> Assigned task
Exactly reproduce all the records, keeping pictures out of the copy.

◇ ◇ ◇

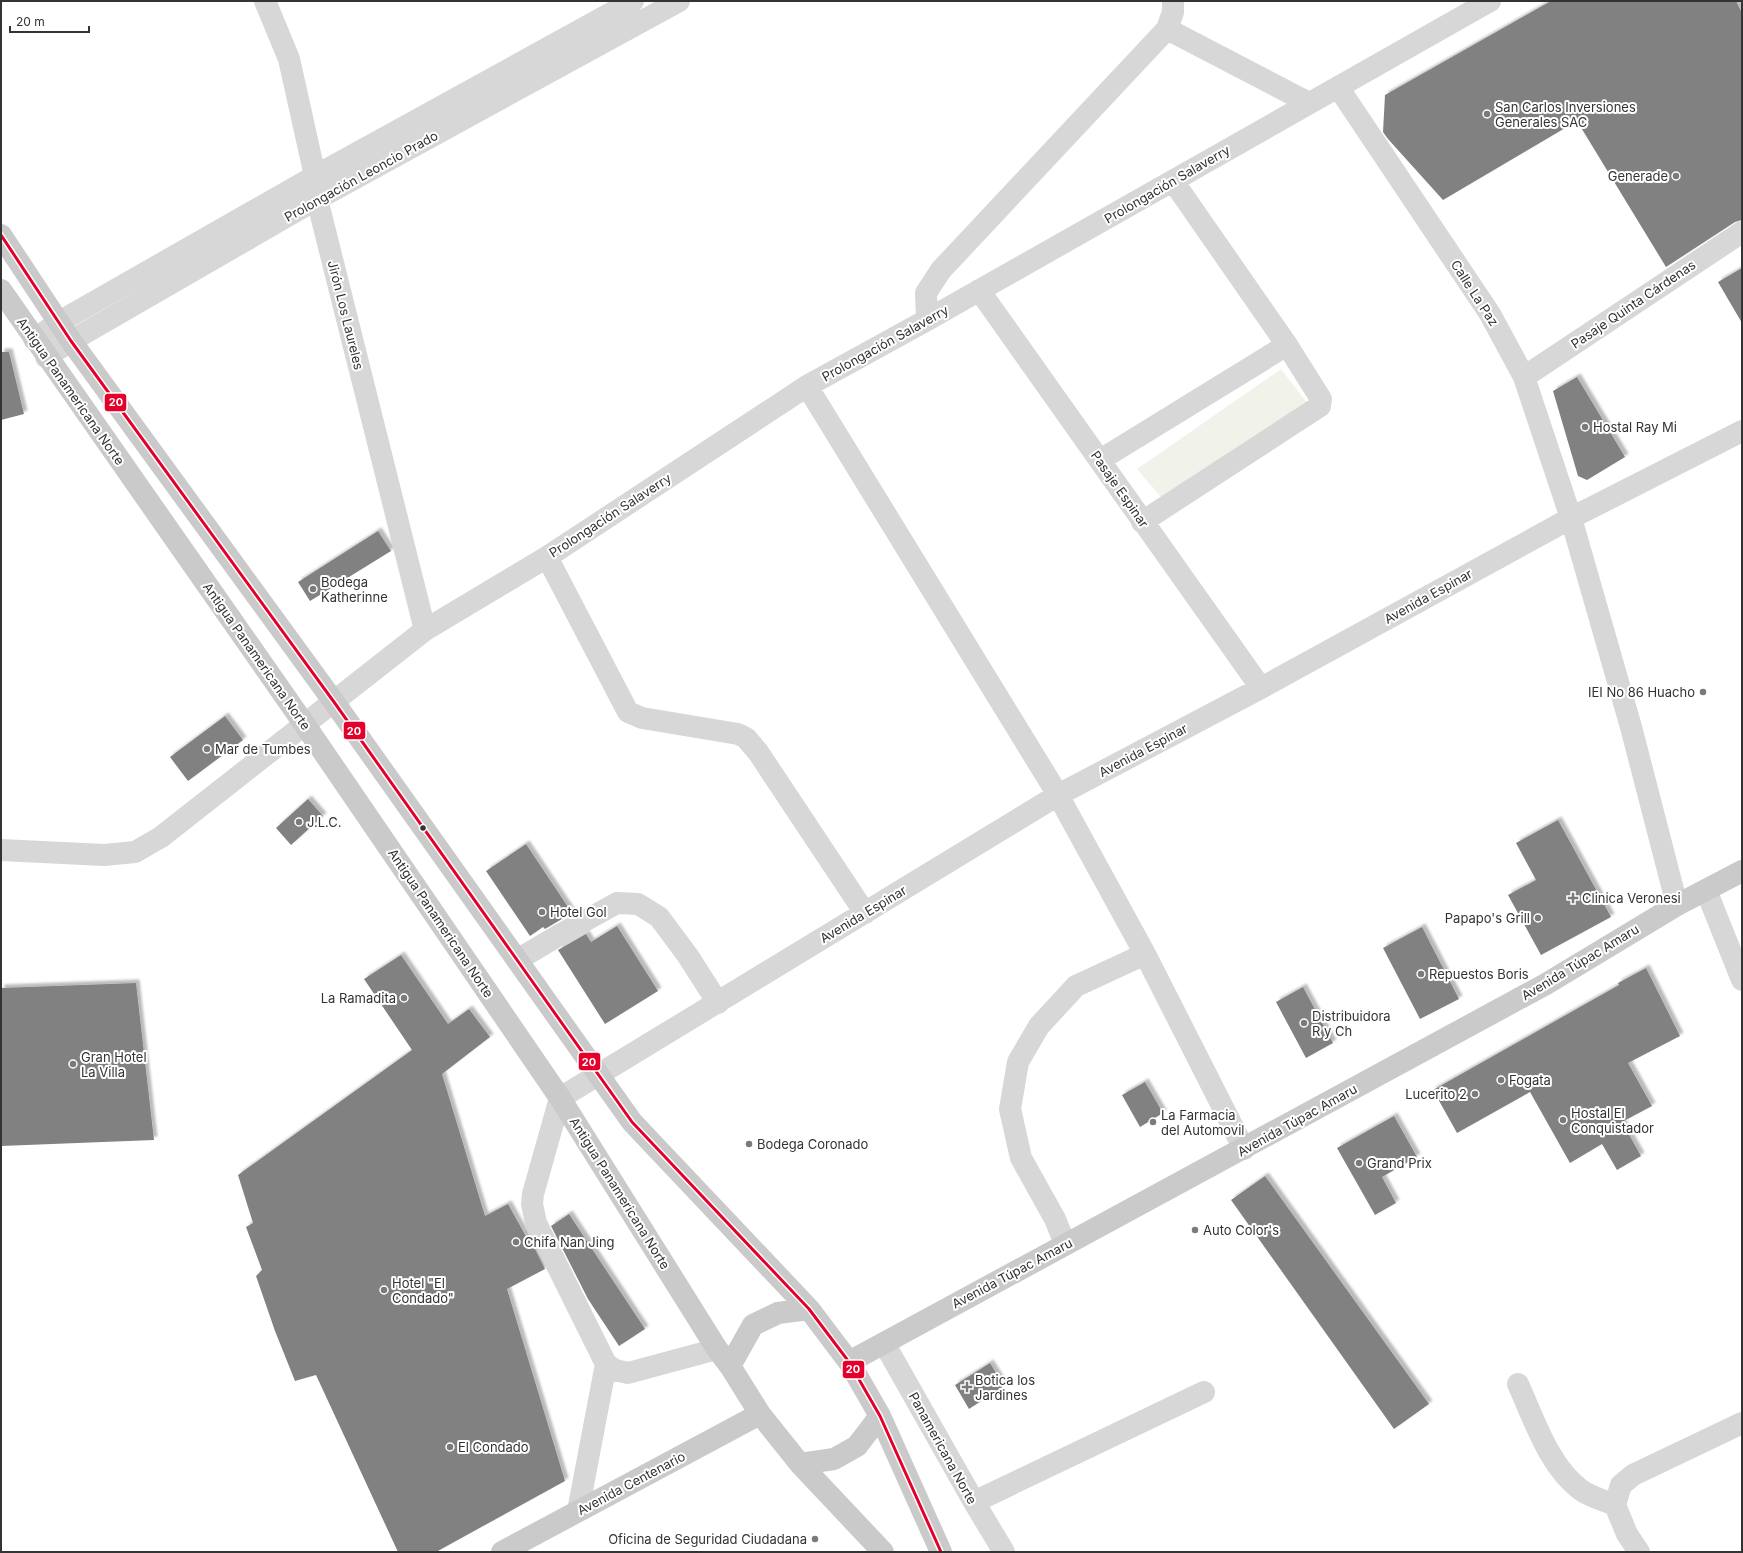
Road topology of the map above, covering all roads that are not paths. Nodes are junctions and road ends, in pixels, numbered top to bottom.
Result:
1 (265, 1) edge
2 (633, 1) edge
3 (679, 1) edge
4 (1173, 1) edge
5 (1490, 1) edge
6 (1167, 29) junction
7 (1338, 87) junction
8 (1309, 103) junction
9 (315, 176) junction
10 (1173, 181) junction
11 (317, 200) junction
12 (1742, 232) edge
13 (1, 235) edge
14 (1, 290) edge
15 (979, 290) junction
16 (927, 320) junction
17 (59, 322) junction
18 (34, 339) junction
19 (71, 341) junction
20 (1286, 345) junction
21 (46, 357) junction
22 (1524, 377) junction
23 (807, 386) junction
24 (1742, 431) edge
25 (1100, 460) junction
26 (1571, 518) junction
27 (1142, 522) junction
28 (547, 557) junction
29 (425, 630) junction
30 (1261, 688) junction
31 (334, 702) junction
32 (305, 725) junction
33 (1058, 795) junction
34 (1, 850) edge
35 (1742, 871) edge
36 (1706, 890) junction
37 (1676, 905) junction
38 (865, 913) junction
39 (1145, 954) junction
40 (517, 960) junction
41 (1742, 980) edge
42 (718, 1002) junction
43 (599, 1075) junction
44 (560, 1098) junction
45 (1244, 1149) junction
46 (1065, 1244) junction
47 (809, 1309) junction
48 (884, 1342) junction
49 (717, 1349) junction
50 (849, 1362) junction
51 (606, 1364) junction
52 (730, 1366) junction
53 (1518, 1384) dead end
54 (1204, 1392) dead end
55 (760, 1414) junction
56 (880, 1416) junction
57 (1742, 1423) edge
58 (800, 1464) junction
59 (974, 1502) junction
60 (1615, 1505) junction
61 (578, 1511) junction
62 (502, 1552) edge
63 (883, 1552) edge
64 (941, 1552) edge
65 (1004, 1552) edge
66 (1639, 1552) edge

1 - 9 street, Jirón Los Laureles
2 - 9 street, Prolongación Leoncio Prado
3 - 11 street, Prolongación Leoncio Prado
4 - 6 street
5 - 7 street, Prolongación Salaverry
6 - 8 street
6 - 16 street
7 - 8 street, Prolongación Salaverry
7 - 22 street, Calle La Paz
8 - 10 street, Prolongación Salaverry
9 - 11 street, Jirón Los Laureles
9 - 17 street, Prolongación Leoncio Prado
10 - 15 street, Prolongación Salaverry
10 - 20 street
11 - 19 street, Prolongación Leoncio Prado
11 - 29 street, Jirón Los Laureles
12 - 22 street, Pasaje Quinta Cárdenas
13 - 17 main road
14 - 18 main road, Antigua Panamericana Norte
15 - 16 street, Prolongación Salaverry
15 - 25 street, Pasaje Espinar
16 - 23 street, Prolongación Salaverry
17 - 18 street, Prolongación Leoncio Prado
17 - 19 main road
18 - 21 main road, Antigua Panamericana Norte
19 - 21 street, Prolongación Leoncio Prado
19 - 31 main road
20 - 25 street
20 - 27 street
21 - 32 main road, Antigua Panamericana Norte
22 - 26 street, Calle La Paz
23 - 28 street, Prolongación Salaverry
23 - 33 street
24 - 26 street, Avenida Espinar
25 - 27 street, Pasaje Espinar
26 - 30 street, Avenida Espinar
26 - 37 street, Calle La Paz
27 - 30 street, Pasaje Espinar
28 - 29 street, Prolongación Salaverry
28 - 38 street
29 - 31 street, Prolongación Salaverry
30 - 33 street, Avenida Espinar
31 - 32 street, Prolongación Salaverry
31 - 40 main road
32 - 34 street, Prolongación Salaverry
32 - 44 main road, Antigua Panamericana Norte
33 - 38 street, Avenida Espinar
33 - 39 street
35 - 36 main road, Avenida Túpac Amaru
36 - 37 main road, Avenida Túpac Amaru
36 - 41 street
37 - 45 main road, Avenida Túpac Amaru
38 - 42 street, Avenida Espinar
39 - 45 street
39 - 46 street
40 - 42 street
40 - 43 main road
42 - 43 street, Avenida Espinar
43 - 44 street, Avenida Espinar
43 - 47 main road
44 - 49 main road, Antigua Panamericana Norte
44 - 51 street
45 - 46 main road, Avenida Túpac Amaru
46 - 48 main road, Avenida Túpac Amaru
47 - 50 main road
47 - 52 main road
48 - 50 main road, Avenida Túpac Amaru
48 - 59 street, Panamericana Norte
49 - 51 street
49 - 52 main road, Antigua Panamericana Norte
50 - 56 main road
51 - 61 street
52 - 55 main road, Antigua Panamericana Norte
53 - 60 street
54 - 59 street
55 - 58 main road, Antigua Panamericana Norte
55 - 61 main road, Avenida Centenario
56 - 58 main road
56 - 64 main road
57 - 60 street
58 - 63 main road, Antigua Panamericana Norte
59 - 65 street, Panamericana Norte
60 - 66 street
61 - 62 main road, Avenida Centenario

◇ ◇ ◇

> Written solution
Road topology of the map above, covering all roads that are not paths. Nodes are junctions and road ends, in pixels, numbered top to bottom.
Result:
1 (265, 1) edge
2 (633, 1) edge
3 (679, 1) edge
4 (1173, 1) edge
5 (1490, 1) edge
6 (1167, 29) junction
7 (1338, 87) junction
8 (1309, 103) junction
9 (315, 176) junction
10 (1173, 181) junction
11 (317, 200) junction
12 (1742, 232) edge
13 (1, 235) edge
14 (1, 290) edge
15 (979, 290) junction
16 (927, 320) junction
17 (59, 322) junction
18 (34, 339) junction
19 (71, 341) junction
20 (1286, 345) junction
21 (46, 357) junction
22 (1524, 377) junction
23 (807, 386) junction
24 (1742, 431) edge
25 (1100, 460) junction
26 (1571, 518) junction
27 (1142, 522) junction
28 (547, 557) junction
29 (425, 630) junction
30 (1261, 688) junction
31 (334, 702) junction
32 (305, 725) junction
33 (1058, 795) junction
34 (1, 850) edge
35 (1742, 871) edge
36 (1706, 890) junction
37 (1676, 905) junction
38 (865, 913) junction
39 (1145, 954) junction
40 (517, 960) junction
41 (1742, 980) edge
42 (718, 1002) junction
43 (599, 1075) junction
44 (560, 1098) junction
45 (1244, 1149) junction
46 (1065, 1244) junction
47 (809, 1309) junction
48 (884, 1342) junction
49 (717, 1349) junction
50 (849, 1362) junction
51 (606, 1364) junction
52 (730, 1366) junction
53 (1518, 1384) dead end
54 (1204, 1392) dead end
55 (760, 1414) junction
56 (880, 1416) junction
57 (1742, 1423) edge
58 (800, 1464) junction
59 (974, 1502) junction
60 (1615, 1505) junction
61 (578, 1511) junction
62 (502, 1552) edge
63 (883, 1552) edge
64 (941, 1552) edge
65 (1004, 1552) edge
66 (1639, 1552) edge

1 - 9 street, Jirón Los Laureles
2 - 9 street, Prolongación Leoncio Prado
3 - 11 street, Prolongación Leoncio Prado
4 - 6 street
5 - 7 street, Prolongación Salaverry
6 - 8 street
6 - 16 street
7 - 8 street, Prolongación Salaverry
7 - 22 street, Calle La Paz
8 - 10 street, Prolongación Salaverry
9 - 11 street, Jirón Los Laureles
9 - 17 street, Prolongación Leoncio Prado
10 - 15 street, Prolongación Salaverry
10 - 20 street
11 - 19 street, Prolongación Leoncio Prado
11 - 29 street, Jirón Los Laureles
12 - 22 street, Pasaje Quinta Cárdenas
13 - 17 main road
14 - 18 main road, Antigua Panamericana Norte
15 - 16 street, Prolongación Salaverry
15 - 25 street, Pasaje Espinar
16 - 23 street, Prolongación Salaverry
17 - 18 street, Prolongación Leoncio Prado
17 - 19 main road
18 - 21 main road, Antigua Panamericana Norte
19 - 21 street, Prolongación Leoncio Prado
19 - 31 main road
20 - 25 street
20 - 27 street
21 - 32 main road, Antigua Panamericana Norte
22 - 26 street, Calle La Paz
23 - 28 street, Prolongación Salaverry
23 - 33 street
24 - 26 street, Avenida Espinar
25 - 27 street, Pasaje Espinar
26 - 30 street, Avenida Espinar
26 - 37 street, Calle La Paz
27 - 30 street, Pasaje Espinar
28 - 29 street, Prolongación Salaverry
28 - 38 street
29 - 31 street, Prolongación Salaverry
30 - 33 street, Avenida Espinar
31 - 32 street, Prolongación Salaverry
31 - 40 main road
32 - 34 street, Prolongación Salaverry
32 - 44 main road, Antigua Panamericana Norte
33 - 38 street, Avenida Espinar
33 - 39 street
35 - 36 main road, Avenida Túpac Amaru
36 - 37 main road, Avenida Túpac Amaru
36 - 41 street
37 - 45 main road, Avenida Túpac Amaru
38 - 42 street, Avenida Espinar
39 - 45 street
39 - 46 street
40 - 42 street
40 - 43 main road
42 - 43 street, Avenida Espinar
43 - 44 street, Avenida Espinar
43 - 47 main road
44 - 49 main road, Antigua Panamericana Norte
44 - 51 street
45 - 46 main road, Avenida Túpac Amaru
46 - 48 main road, Avenida Túpac Amaru
47 - 50 main road
47 - 52 main road
48 - 50 main road, Avenida Túpac Amaru
48 - 59 street, Panamericana Norte
49 - 51 street
49 - 52 main road, Antigua Panamericana Norte
50 - 56 main road
51 - 61 street
52 - 55 main road, Antigua Panamericana Norte
53 - 60 street
54 - 59 street
55 - 58 main road, Antigua Panamericana Norte
55 - 61 main road, Avenida Centenario
56 - 58 main road
56 - 64 main road
57 - 60 street
58 - 63 main road, Antigua Panamericana Norte
59 - 65 street, Panamericana Norte
60 - 66 street
61 - 62 main road, Avenida Centenario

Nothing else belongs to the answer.